David G. Perry (born July 31, 1952) is an American politician who was a Democratic member of the West Virginia House of Delegates representing District 32 from January 12, 2013 to 2016. Perry served consecutively from January 2001 until January 2013 in a District 29 seat.

==Education==
Perry earned his AS from Beckley Junior College and his BA and MA from Marshall University.

==Elections==
- 2012 Redistricted to District 32 alongside Democratic incumbent Representatives Margaret Anne Staggers and John Pino, Perry placed second in the seven-way May 8, 2012 Democratic Primary with 3,653 votes (21.1%), and placed second in the four-way three-position November 6, 2012 General election with 10,128 votes (29.9%), behind Representatives Staggers (D) and ahead of Representative Pino (D) and Mountain Party candidate Tighe Bullock.

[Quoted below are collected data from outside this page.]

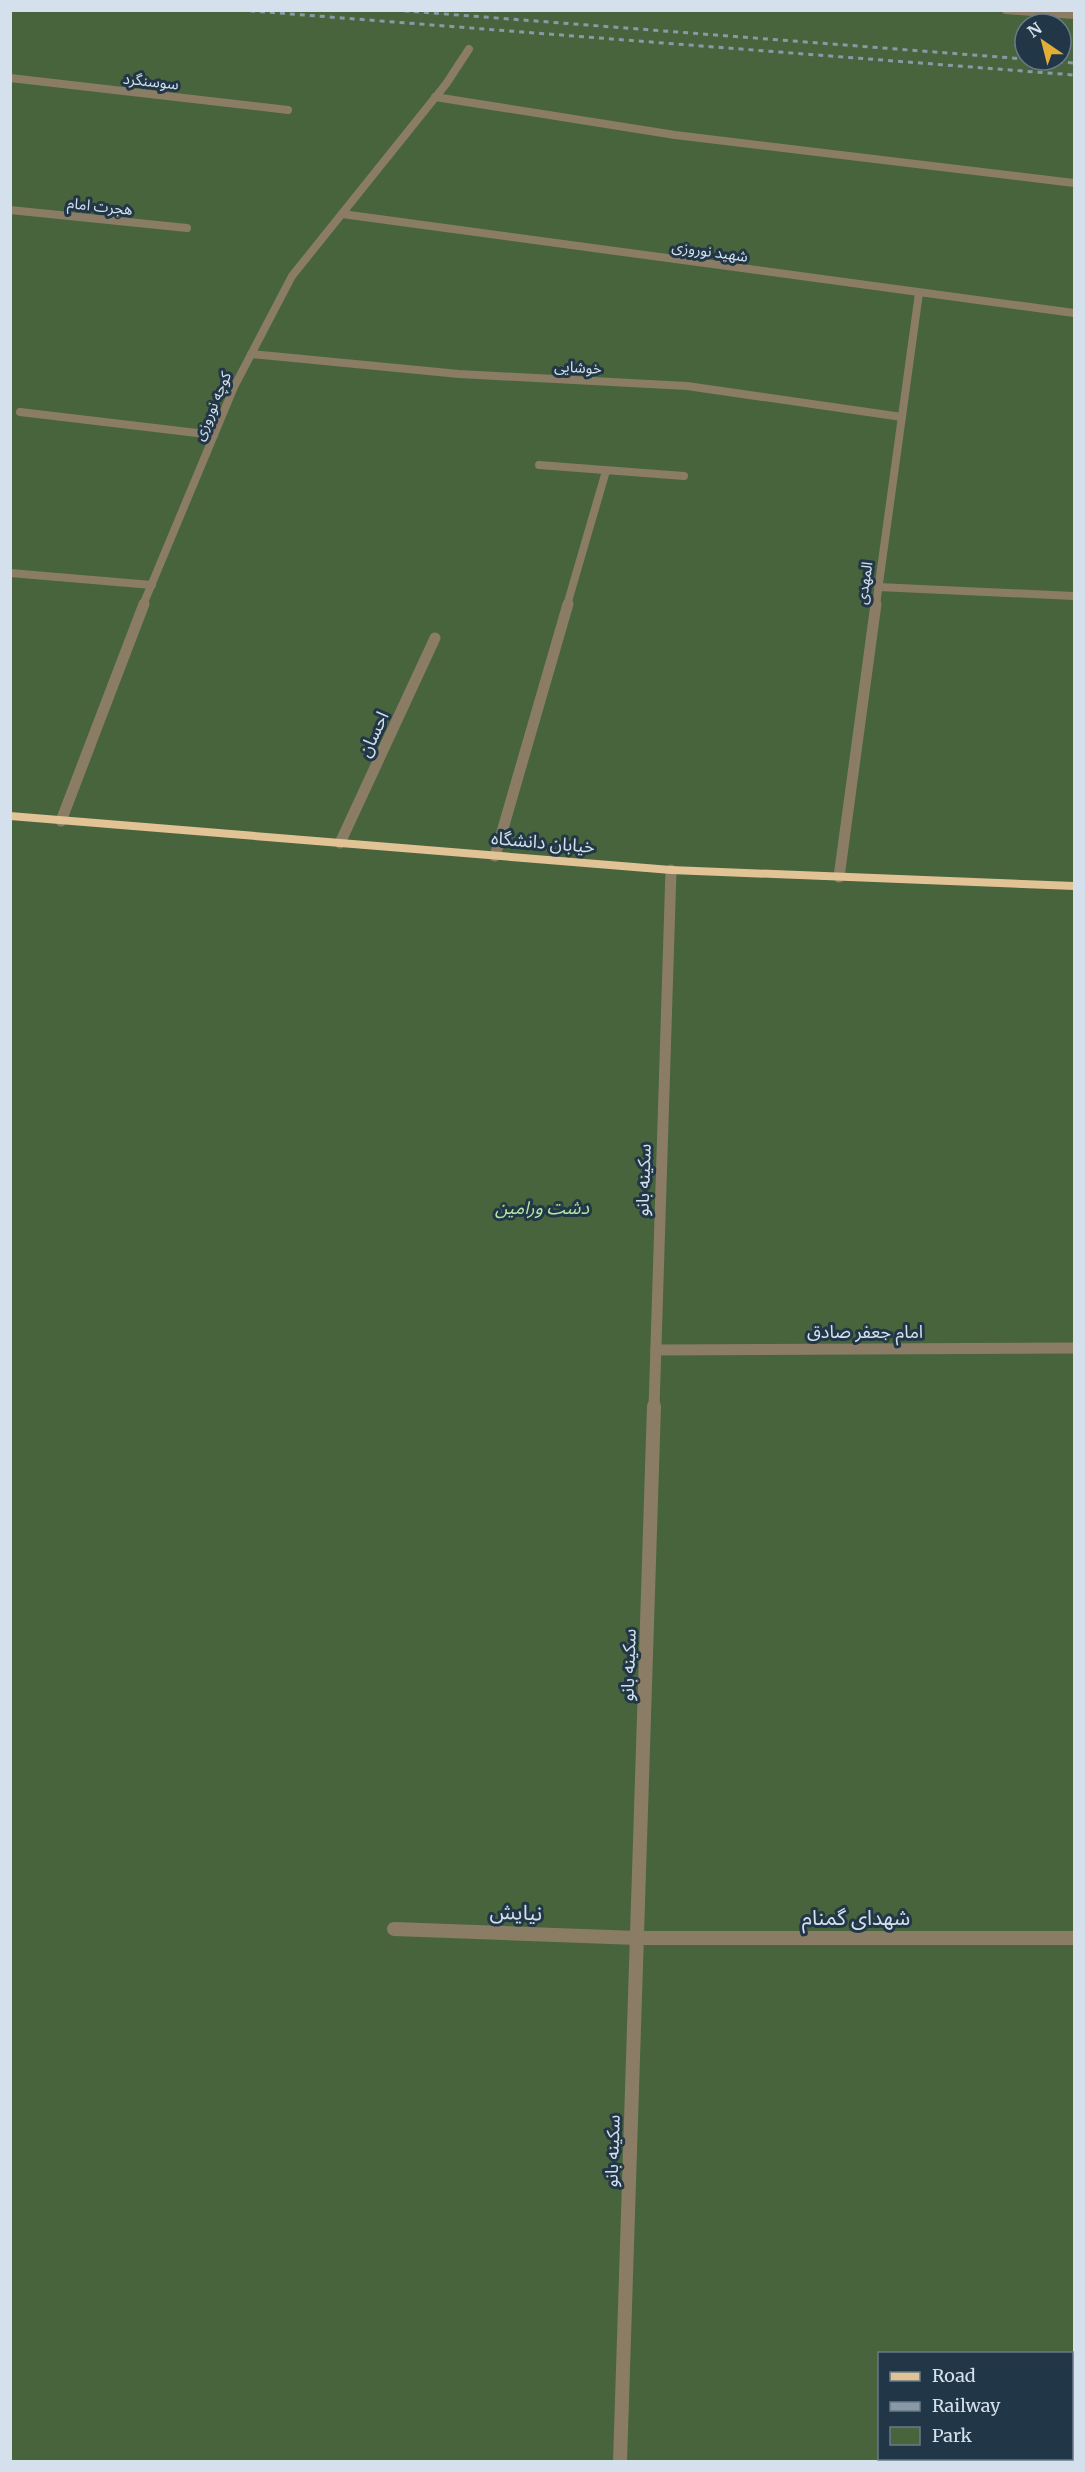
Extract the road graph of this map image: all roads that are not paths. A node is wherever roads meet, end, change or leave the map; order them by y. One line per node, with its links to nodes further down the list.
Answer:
1 (1006, 10): 2 (street)
2 (1019, 11): 3 (street)
3 (1074, 15)
4 (469, 49): 6 (street, کوچه نوروزی)
5 (10, 78): 7 (street, سوسنگرد)
6 (435, 97): 8 (street); 10 (street, کوچه نوروزی)
7 (288, 110)
8 (1074, 183)
9 (10, 210): 11 (street, هجرت امام)
10 (342, 214): 12 (street, شهید نوروزی); 14 (street, کوچه نوروزی)
11 (187, 228)
12 (919, 293): 13 (street, شهید نوروزی); 16 (street, المهدی)
13 (1074, 313)
14 (251, 354): 16 (street, خوشایی); 17 (street, کوچه نوروزی)
15 (20, 412): 17 (street)
16 (902, 417): 23 (street, المهدی)
17 (214, 435): 22 (street, کوچه نوروزی)
18 (539, 465): 19 (street)
19 (606, 471): 20 (street); 29 (street)
20 (684, 476)
21 (10, 573): 22 (street)
22 (152, 585): 27 (street, کوچه نوروزی)
23 (878, 587): 24 (street); 31 (street, المهدی)
24 (1074, 596)
25 (435, 638): 28 (street, احسان)
26 (10, 816): 27 (main road, خیابان دانشگاه)
27 (61, 821): 28 (main road, خیابان دانشگاه)
28 (340, 843): 29 (main road, خیابان دانشگاه)
29 (495, 856): 30 (main road, خیابان دانشگاه)
30 (671, 870): 31 (main road, خیابان دانشگاه); 34 (street, سکینه بانو)
31 (840, 877): 32 (main road, خیابان دانشگاه)
32 (1074, 886)
33 (1074, 1348): 34 (street, امام جعفر صادق)
34 (656, 1350): 36 (street, سکینه بانو)
35 (394, 1929): 36 (street, نیایش)
36 (637, 1938): 37 (street, شهدای گمنام); 38 (street, سکینه بانو)
37 (1074, 1938)
38 (620, 2462)

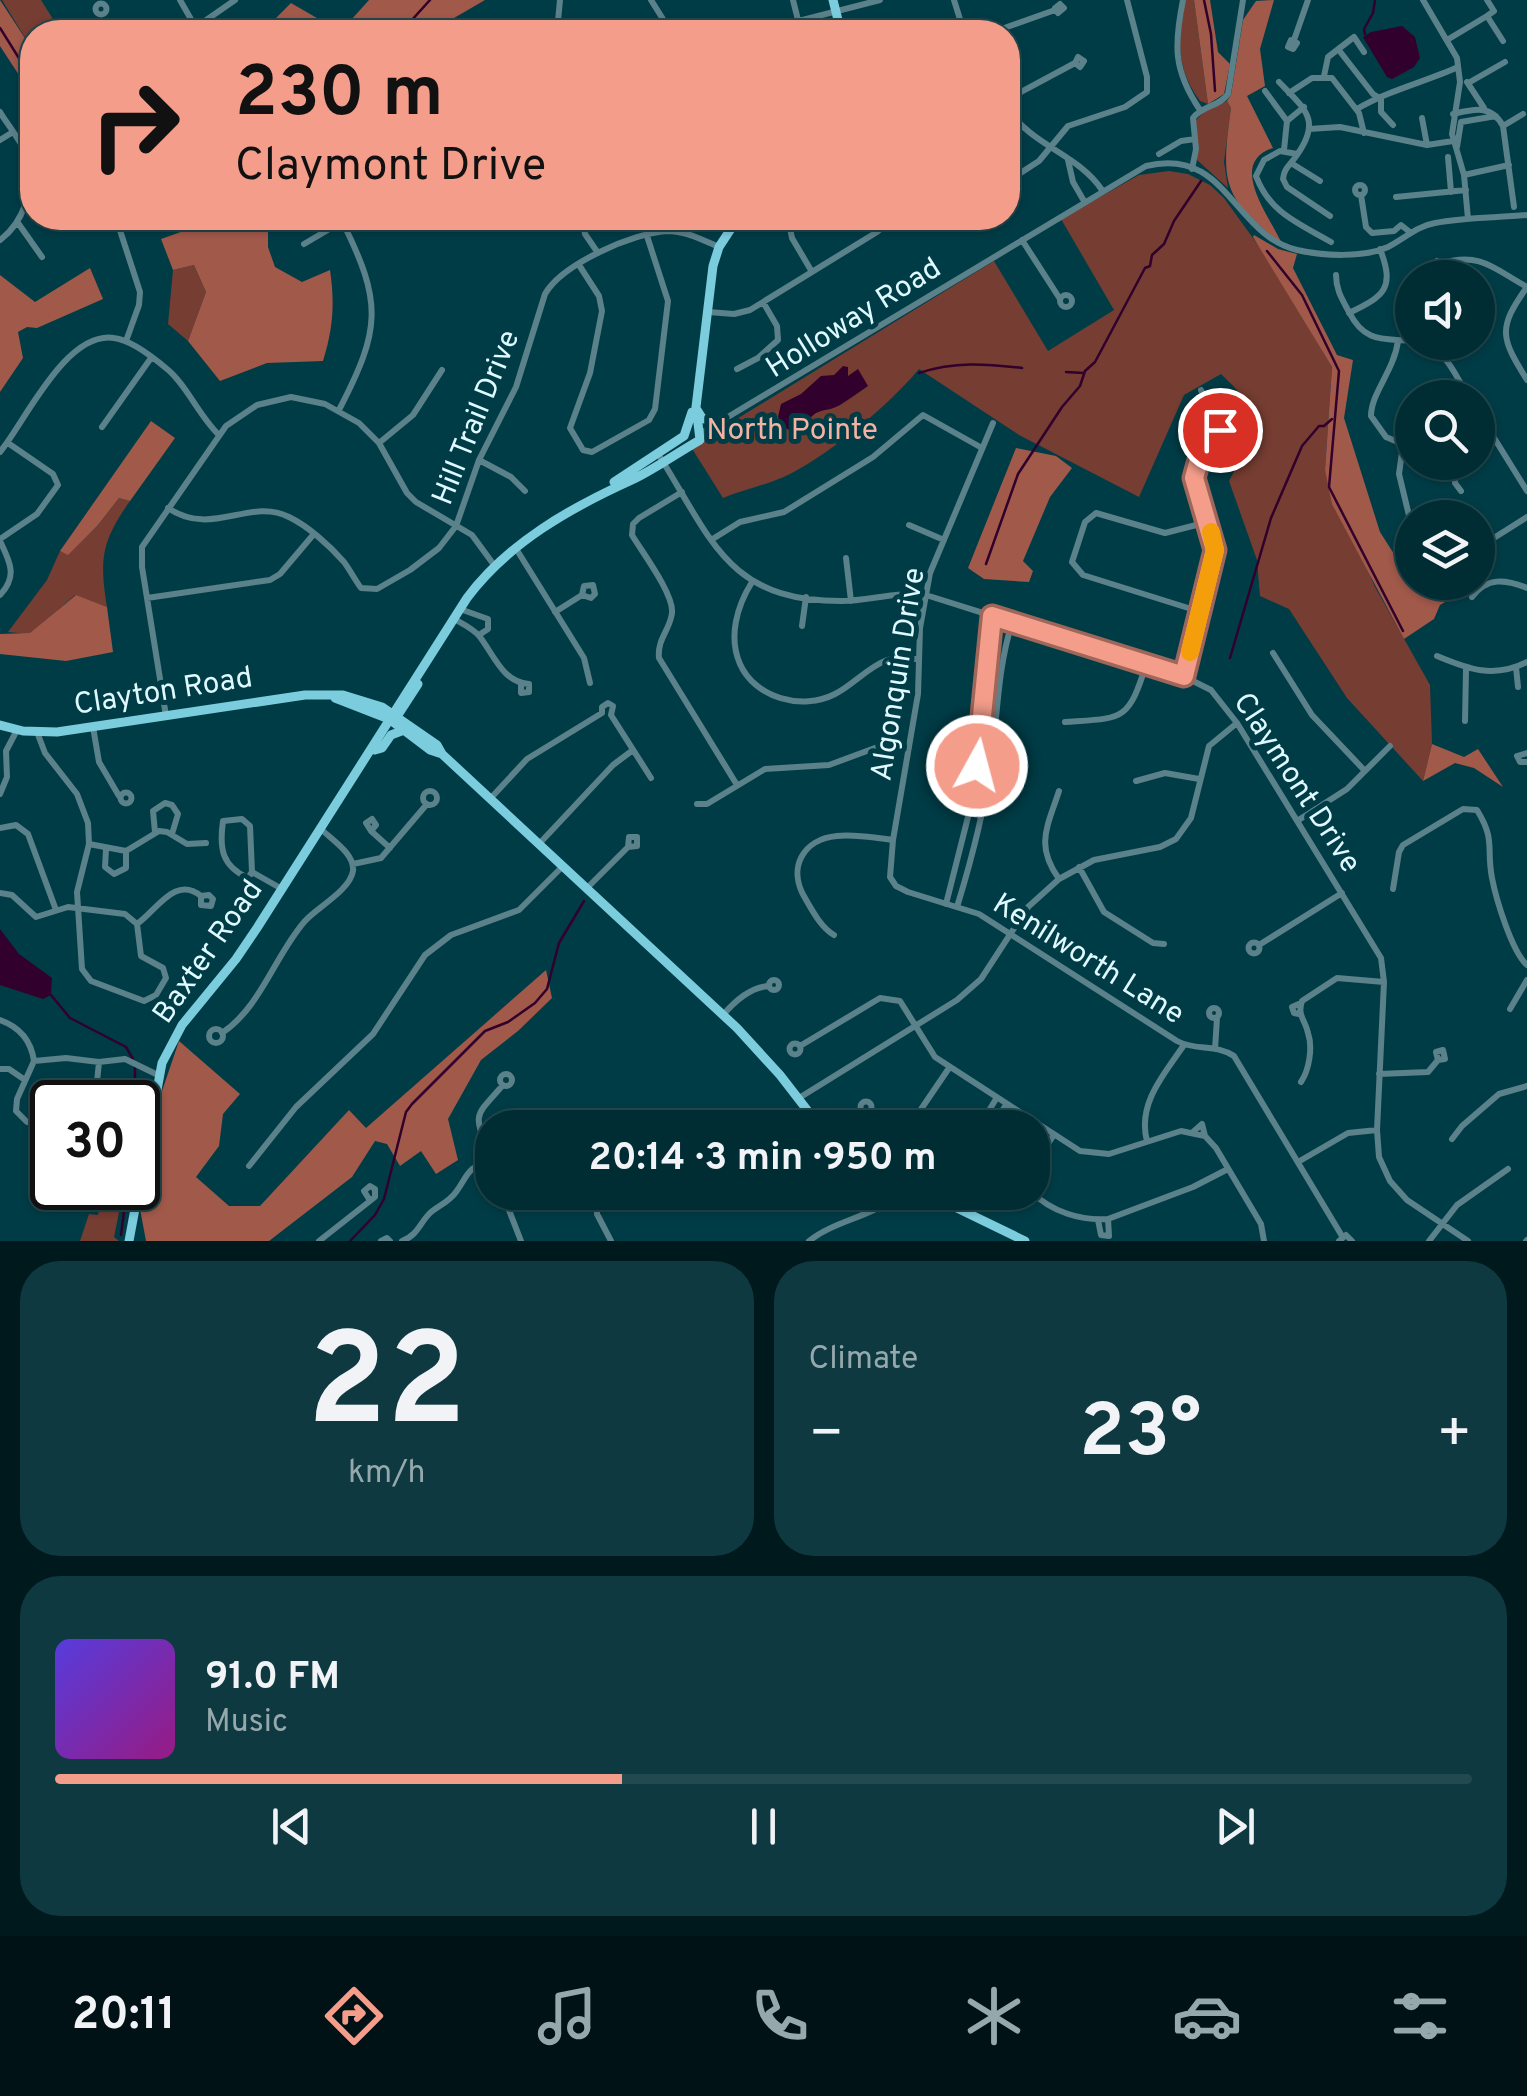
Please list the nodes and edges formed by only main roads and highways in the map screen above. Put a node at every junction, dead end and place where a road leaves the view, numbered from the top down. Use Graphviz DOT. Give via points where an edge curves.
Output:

- 2000 When House District 29 Representative William Laird IV left the Legislature and left a district seat open, Perry placed in the ten-way 2000 Democratic Primary and was elected in the four-way three-position November 7, 2000 General election alongside incumbent Representatives Tom Louisos (D) and John Pino (D).
- 2002 Perry placed in the five-way 2002 Democratic Primary and was re-elected in the five-way three-position November 5, 2002 General election with incumbents Louisos (D) and Pino (D).
- 2004 Perry placed in the seven-way 2004 Democratic Primary and was re-elected in the six-way three-position November 2, 2004 General election with incumbents Louisos (D) and Pino (D).
- 2006 Perry placed in the seven-way 2006 Democratic Primary where Representative Louisos was displaced by nominee Margaret Anne Staggers; Perry and was re-elected in the four-way three-position November 7, 2006 General election with incumbent Pino (D) and fellow Democratic nominee Margaret Anne Staggers.
- 2008 Perry placed second in the five-way May 13, 2008 Democratic Primary with 5,860 votes (22.4%) where former Representative Louisos displaced Representative Pino; Perry placed second in the six-way four-position November 4, 2008 General election with 9,227 votes (22.9%) behind former Representative Louisos and ahead of incumbent Representative Staggers and Republican nominees Marshall Clay, Daniel Wright, and Steven Smith.
- 2010 Perry placed second in the five-way May 11, 2010 Democratic Primary with 2,619 votes (23.4%), and placed second in the four-way three-position November 2, 2010 General election with 7,169 votes (27.5%) behind incumbent Staggers (D) and ahead of returning Representative Pino and returning 2008 Republican opponent Marshall Clay.